* _Activity_
What lines in the records include the string "where"? Return each one.

* _Data supplied_
- - - - -

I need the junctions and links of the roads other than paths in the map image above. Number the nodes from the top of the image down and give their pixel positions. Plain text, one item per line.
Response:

- - - - -

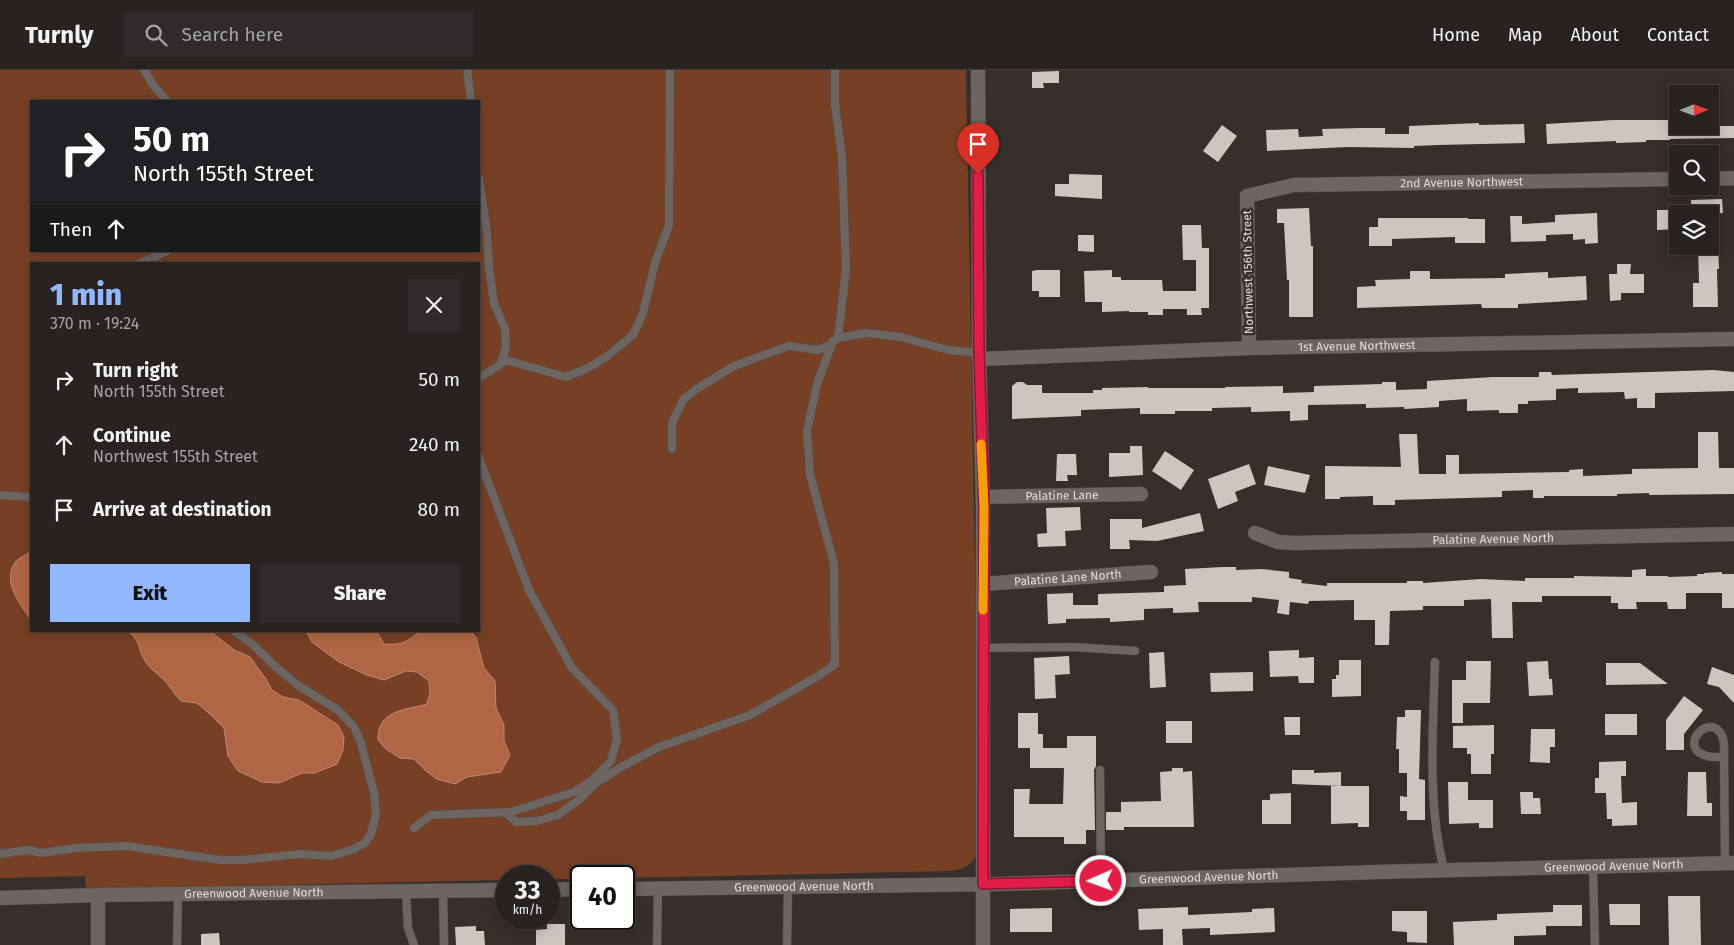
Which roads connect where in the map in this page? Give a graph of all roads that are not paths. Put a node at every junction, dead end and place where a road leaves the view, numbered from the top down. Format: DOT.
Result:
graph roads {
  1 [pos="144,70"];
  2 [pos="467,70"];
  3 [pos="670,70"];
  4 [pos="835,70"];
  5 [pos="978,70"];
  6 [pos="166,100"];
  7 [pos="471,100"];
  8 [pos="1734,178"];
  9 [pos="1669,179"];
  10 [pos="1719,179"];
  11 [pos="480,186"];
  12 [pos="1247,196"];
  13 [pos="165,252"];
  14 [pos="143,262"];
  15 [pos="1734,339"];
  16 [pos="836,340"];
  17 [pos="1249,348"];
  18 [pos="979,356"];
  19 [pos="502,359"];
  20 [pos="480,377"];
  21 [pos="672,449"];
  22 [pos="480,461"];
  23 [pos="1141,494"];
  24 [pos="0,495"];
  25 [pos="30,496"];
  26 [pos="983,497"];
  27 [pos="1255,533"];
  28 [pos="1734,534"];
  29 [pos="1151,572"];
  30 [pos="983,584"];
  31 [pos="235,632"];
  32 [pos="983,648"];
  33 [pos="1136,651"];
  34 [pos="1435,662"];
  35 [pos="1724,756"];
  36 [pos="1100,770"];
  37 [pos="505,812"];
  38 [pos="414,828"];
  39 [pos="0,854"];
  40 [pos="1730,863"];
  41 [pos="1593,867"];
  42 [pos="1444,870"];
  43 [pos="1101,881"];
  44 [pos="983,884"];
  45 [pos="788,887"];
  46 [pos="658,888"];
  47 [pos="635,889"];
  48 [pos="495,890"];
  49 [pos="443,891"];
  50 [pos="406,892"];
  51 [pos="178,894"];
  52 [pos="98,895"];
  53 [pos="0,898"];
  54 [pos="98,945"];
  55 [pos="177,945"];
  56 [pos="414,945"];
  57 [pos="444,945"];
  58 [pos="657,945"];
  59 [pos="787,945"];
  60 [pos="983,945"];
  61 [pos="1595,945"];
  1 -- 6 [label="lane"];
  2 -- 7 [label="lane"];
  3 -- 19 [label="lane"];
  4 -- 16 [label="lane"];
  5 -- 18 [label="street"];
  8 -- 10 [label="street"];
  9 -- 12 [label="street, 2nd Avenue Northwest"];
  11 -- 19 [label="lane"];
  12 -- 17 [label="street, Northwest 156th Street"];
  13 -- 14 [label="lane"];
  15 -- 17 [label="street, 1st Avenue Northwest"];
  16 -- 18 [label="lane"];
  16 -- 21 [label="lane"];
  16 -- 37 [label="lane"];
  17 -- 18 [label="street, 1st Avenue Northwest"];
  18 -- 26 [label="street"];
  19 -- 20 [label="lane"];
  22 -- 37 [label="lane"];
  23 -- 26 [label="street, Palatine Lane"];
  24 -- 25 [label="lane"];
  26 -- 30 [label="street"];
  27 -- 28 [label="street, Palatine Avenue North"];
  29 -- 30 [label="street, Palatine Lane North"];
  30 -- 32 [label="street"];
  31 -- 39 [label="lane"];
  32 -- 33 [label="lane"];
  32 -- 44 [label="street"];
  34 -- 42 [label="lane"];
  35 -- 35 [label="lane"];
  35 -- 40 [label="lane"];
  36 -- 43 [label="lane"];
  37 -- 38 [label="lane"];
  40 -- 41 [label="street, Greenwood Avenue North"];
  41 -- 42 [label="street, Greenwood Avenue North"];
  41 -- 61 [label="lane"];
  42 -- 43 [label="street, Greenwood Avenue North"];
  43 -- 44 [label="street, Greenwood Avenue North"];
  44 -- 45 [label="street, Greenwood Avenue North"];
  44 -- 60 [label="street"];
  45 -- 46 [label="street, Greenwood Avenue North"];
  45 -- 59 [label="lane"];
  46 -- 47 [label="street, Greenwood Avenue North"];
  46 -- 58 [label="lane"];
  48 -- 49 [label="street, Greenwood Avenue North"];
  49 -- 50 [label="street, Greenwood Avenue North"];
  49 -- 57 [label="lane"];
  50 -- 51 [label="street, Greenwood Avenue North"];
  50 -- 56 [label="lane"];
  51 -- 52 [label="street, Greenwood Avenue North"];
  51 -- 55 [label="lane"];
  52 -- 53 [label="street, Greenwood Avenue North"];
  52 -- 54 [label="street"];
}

- - - - -

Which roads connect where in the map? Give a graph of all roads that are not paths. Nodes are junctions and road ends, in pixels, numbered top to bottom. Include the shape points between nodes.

- - - - -

* _Answer to the exercise_
Which roads connect where in the map in this page? Give a graph of all roads that are not paths. Put a node at every junction, dead end and place where a road leaves the view, numbered from the top down. Format: DOT.
Which roads connect where in the map? Give a graph of all roads that are not paths. Nodes are junctions and road ends, in pixels, numbered top to bottom. Include the shape points between nodes.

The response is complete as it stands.